● **Work request**: Some lines below hold "mouth". Pick them out and copy them.

Stored items:
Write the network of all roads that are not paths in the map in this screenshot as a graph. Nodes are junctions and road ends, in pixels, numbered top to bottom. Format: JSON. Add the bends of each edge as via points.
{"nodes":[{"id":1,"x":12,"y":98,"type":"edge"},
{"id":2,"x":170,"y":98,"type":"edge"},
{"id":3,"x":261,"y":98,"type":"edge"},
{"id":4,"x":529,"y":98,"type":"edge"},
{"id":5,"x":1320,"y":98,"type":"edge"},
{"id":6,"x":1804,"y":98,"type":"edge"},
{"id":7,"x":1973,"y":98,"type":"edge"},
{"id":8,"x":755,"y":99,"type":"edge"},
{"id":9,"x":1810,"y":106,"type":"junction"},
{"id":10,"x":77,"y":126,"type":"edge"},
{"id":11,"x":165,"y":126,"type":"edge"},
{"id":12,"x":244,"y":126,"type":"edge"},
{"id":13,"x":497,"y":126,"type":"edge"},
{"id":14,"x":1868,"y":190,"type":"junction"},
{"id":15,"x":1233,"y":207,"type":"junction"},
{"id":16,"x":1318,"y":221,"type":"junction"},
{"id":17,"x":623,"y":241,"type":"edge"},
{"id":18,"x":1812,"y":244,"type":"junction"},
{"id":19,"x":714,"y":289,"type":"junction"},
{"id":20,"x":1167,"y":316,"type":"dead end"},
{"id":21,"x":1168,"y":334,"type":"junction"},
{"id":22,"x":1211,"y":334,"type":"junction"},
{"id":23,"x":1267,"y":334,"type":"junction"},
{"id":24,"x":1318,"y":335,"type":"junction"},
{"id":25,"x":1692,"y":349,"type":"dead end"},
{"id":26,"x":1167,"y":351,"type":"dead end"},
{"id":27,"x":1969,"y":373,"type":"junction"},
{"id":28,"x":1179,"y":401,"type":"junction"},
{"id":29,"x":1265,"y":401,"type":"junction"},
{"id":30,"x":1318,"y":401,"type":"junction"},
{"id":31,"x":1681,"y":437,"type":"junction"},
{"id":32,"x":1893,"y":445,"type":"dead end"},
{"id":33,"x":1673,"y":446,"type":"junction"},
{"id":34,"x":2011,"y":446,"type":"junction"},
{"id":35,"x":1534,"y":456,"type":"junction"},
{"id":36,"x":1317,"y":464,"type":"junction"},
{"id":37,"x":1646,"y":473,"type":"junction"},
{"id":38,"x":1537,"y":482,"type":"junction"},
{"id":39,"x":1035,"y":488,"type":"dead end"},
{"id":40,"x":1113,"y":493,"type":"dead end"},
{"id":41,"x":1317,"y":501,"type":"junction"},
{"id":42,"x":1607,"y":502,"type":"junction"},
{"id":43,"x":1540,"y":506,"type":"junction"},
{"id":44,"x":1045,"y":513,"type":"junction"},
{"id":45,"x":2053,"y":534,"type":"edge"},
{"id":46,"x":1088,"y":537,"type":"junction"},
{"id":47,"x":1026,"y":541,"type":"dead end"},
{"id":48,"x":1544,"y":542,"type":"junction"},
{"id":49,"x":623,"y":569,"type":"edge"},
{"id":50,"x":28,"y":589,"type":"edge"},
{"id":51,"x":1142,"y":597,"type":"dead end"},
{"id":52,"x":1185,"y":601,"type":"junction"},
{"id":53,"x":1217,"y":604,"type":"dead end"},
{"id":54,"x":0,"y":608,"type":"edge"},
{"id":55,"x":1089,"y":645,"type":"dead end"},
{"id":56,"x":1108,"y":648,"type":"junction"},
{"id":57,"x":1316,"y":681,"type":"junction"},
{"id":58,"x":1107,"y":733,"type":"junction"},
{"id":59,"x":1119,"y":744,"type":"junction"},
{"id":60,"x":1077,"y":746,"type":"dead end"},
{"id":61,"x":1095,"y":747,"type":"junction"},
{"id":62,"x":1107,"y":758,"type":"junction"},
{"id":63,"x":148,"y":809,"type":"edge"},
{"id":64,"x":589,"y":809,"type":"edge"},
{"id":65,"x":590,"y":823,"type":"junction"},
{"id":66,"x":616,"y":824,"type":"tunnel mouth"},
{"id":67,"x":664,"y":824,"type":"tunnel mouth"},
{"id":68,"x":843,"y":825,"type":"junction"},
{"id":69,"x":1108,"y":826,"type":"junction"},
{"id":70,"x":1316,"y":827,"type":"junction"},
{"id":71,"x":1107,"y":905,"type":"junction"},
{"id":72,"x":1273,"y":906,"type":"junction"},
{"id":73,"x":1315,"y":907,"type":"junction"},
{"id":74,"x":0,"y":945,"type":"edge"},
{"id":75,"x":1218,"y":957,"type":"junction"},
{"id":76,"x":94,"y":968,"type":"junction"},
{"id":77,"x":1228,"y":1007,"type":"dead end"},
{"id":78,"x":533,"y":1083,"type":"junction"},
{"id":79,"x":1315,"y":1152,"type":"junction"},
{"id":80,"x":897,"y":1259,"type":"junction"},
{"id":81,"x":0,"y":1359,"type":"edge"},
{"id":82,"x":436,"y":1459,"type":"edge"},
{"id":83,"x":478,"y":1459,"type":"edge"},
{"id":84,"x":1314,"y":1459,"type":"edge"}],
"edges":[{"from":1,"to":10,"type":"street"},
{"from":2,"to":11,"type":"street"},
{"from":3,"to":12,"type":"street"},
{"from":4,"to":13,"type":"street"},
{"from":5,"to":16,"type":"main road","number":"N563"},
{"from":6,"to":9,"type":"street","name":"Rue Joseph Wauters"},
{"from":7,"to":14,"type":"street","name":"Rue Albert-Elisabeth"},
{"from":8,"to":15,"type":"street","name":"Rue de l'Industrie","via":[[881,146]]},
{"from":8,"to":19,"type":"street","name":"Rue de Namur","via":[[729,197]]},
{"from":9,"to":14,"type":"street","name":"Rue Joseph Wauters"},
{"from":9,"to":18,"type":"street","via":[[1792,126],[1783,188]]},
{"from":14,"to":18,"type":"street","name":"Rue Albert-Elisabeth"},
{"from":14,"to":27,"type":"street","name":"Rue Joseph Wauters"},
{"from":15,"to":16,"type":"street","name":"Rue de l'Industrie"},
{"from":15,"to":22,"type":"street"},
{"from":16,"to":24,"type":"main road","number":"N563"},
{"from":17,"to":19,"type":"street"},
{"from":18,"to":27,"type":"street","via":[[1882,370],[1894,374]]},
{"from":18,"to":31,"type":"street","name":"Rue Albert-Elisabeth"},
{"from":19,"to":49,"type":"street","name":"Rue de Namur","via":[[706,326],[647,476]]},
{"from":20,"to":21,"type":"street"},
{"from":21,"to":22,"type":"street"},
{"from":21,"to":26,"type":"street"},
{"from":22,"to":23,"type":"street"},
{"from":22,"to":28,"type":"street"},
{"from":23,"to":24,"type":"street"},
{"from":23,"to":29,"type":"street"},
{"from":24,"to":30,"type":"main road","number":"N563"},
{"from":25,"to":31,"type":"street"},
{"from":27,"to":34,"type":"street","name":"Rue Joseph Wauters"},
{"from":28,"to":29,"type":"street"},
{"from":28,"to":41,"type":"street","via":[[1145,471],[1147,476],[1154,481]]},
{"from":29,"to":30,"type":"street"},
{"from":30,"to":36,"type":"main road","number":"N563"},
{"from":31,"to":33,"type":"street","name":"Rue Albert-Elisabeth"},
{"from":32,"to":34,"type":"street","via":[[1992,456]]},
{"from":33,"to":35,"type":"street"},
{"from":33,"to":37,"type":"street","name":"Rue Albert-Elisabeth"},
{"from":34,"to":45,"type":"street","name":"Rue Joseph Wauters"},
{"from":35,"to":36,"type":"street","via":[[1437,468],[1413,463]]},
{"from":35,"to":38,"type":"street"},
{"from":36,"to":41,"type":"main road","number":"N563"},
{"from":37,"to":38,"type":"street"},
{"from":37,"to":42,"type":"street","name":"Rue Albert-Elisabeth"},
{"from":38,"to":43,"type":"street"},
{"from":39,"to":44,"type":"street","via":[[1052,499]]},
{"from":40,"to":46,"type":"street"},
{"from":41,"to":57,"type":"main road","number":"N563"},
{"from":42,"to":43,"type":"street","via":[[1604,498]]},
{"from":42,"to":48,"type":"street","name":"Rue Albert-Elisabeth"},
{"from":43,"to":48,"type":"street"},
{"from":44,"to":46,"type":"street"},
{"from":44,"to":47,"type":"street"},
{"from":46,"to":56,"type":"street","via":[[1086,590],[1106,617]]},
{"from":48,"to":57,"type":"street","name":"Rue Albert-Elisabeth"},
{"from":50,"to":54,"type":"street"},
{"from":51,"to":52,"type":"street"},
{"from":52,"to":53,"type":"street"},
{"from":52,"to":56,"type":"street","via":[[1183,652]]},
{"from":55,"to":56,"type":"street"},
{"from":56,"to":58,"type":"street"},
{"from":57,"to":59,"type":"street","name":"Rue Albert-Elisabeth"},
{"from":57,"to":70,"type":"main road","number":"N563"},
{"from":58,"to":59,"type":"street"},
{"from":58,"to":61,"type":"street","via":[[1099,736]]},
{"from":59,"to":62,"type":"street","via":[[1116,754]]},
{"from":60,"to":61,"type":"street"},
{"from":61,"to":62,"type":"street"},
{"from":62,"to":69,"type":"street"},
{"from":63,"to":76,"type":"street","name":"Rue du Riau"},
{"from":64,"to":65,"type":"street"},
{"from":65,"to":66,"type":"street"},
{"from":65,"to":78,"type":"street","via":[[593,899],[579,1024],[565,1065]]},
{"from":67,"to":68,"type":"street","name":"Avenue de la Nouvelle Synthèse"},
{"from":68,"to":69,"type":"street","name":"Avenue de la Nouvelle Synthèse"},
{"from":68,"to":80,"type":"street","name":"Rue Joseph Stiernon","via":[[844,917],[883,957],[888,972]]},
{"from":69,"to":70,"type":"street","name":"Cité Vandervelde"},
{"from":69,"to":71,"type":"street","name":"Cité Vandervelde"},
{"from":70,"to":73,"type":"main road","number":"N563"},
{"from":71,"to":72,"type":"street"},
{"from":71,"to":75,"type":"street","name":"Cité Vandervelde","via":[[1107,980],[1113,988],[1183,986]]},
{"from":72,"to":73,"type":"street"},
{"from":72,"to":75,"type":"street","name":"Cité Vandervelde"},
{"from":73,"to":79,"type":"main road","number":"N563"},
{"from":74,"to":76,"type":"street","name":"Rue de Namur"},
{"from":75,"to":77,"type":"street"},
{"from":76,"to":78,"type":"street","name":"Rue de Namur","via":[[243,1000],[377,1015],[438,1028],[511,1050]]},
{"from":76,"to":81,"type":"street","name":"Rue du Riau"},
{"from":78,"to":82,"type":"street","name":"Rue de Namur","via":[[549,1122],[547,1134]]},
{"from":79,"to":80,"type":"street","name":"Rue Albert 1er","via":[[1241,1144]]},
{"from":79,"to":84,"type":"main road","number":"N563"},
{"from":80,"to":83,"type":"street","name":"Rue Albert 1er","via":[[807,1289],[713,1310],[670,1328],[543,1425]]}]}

● **Answer for the task**:
{"id":66,"x":616,"y":824,"type":"tunnel mouth"},
{"id":67,"x":664,"y":824,"type":"tunnel mouth"},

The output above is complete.